■ Exercise requirements
An answer that reproduces all the entries exactly is what is needed.
·····
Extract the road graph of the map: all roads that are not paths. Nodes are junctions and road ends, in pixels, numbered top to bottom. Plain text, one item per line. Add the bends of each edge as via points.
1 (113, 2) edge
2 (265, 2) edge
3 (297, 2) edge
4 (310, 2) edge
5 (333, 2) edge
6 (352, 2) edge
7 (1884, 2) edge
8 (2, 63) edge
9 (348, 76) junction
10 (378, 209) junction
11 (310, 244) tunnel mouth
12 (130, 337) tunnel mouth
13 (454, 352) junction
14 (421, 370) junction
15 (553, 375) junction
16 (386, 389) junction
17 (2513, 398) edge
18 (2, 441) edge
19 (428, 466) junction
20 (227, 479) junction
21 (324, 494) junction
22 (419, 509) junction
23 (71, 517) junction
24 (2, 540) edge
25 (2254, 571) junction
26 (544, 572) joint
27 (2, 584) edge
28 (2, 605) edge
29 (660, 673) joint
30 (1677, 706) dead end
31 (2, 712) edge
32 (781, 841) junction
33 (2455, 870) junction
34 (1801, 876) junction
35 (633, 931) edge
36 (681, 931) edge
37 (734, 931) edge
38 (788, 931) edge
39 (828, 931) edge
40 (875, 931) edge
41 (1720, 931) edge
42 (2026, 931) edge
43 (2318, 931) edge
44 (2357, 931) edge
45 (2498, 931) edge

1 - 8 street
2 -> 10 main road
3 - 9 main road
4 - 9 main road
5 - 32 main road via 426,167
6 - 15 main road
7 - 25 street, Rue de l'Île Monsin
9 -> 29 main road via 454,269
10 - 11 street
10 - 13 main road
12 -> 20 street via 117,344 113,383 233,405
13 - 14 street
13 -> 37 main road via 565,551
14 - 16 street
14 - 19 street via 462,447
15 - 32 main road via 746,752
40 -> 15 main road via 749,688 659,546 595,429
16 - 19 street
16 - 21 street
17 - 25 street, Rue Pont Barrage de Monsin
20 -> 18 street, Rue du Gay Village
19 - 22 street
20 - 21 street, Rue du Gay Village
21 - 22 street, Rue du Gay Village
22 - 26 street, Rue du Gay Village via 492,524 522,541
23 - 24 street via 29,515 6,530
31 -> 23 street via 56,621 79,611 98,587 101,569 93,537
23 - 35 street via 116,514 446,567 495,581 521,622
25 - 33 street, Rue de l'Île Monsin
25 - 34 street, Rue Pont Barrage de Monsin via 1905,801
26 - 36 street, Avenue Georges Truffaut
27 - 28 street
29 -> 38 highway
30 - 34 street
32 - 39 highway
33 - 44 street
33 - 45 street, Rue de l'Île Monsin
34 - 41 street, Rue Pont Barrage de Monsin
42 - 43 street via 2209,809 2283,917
·····
■ Exercise result
Extract the road graph of the map: all roads that are not paths. Nodes are junctions and road ends, in pixels, numbered top to bottom. Plain text, one item per line. Add the bends of each edge as via points.
1 (113, 2) edge
2 (265, 2) edge
3 (297, 2) edge
4 (310, 2) edge
5 (333, 2) edge
6 (352, 2) edge
7 (1884, 2) edge
8 (2, 63) edge
9 (348, 76) junction
10 (378, 209) junction
11 (310, 244) tunnel mouth
12 (130, 337) tunnel mouth
13 (454, 352) junction
14 (421, 370) junction
15 (553, 375) junction
16 (386, 389) junction
17 (2513, 398) edge
18 (2, 441) edge
19 (428, 466) junction
20 (227, 479) junction
21 (324, 494) junction
22 (419, 509) junction
23 (71, 517) junction
24 (2, 540) edge
25 (2254, 571) junction
26 (544, 572) joint
27 (2, 584) edge
28 (2, 605) edge
29 (660, 673) joint
30 (1677, 706) dead end
31 (2, 712) edge
32 (781, 841) junction
33 (2455, 870) junction
34 (1801, 876) junction
35 (633, 931) edge
36 (681, 931) edge
37 (734, 931) edge
38 (788, 931) edge
39 (828, 931) edge
40 (875, 931) edge
41 (1720, 931) edge
42 (2026, 931) edge
43 (2318, 931) edge
44 (2357, 931) edge
45 (2498, 931) edge

1 - 8 street
2 -> 10 main road
3 - 9 main road
4 - 9 main road
5 - 32 main road via 426,167
6 - 15 main road
7 - 25 street, Rue de l'Île Monsin
9 -> 29 main road via 454,269
10 - 11 street
10 - 13 main road
12 -> 20 street via 117,344 113,383 233,405
13 - 14 street
13 -> 37 main road via 565,551
14 - 16 street
14 - 19 street via 462,447
15 - 32 main road via 746,752
40 -> 15 main road via 749,688 659,546 595,429
16 - 19 street
16 - 21 street
17 - 25 street, Rue Pont Barrage de Monsin
20 -> 18 street, Rue du Gay Village
19 - 22 street
20 - 21 street, Rue du Gay Village
21 - 22 street, Rue du Gay Village
22 - 26 street, Rue du Gay Village via 492,524 522,541
23 - 24 street via 29,515 6,530
31 -> 23 street via 56,621 79,611 98,587 101,569 93,537
23 - 35 street via 116,514 446,567 495,581 521,622
25 - 33 street, Rue de l'Île Monsin
25 - 34 street, Rue Pont Barrage de Monsin via 1905,801
26 - 36 street, Avenue Georges Truffaut
27 - 28 street
29 -> 38 highway
30 - 34 street
32 - 39 highway
33 - 44 street
33 - 45 street, Rue de l'Île Monsin
34 - 41 street, Rue Pont Barrage de Monsin
42 - 43 street via 2209,809 2283,917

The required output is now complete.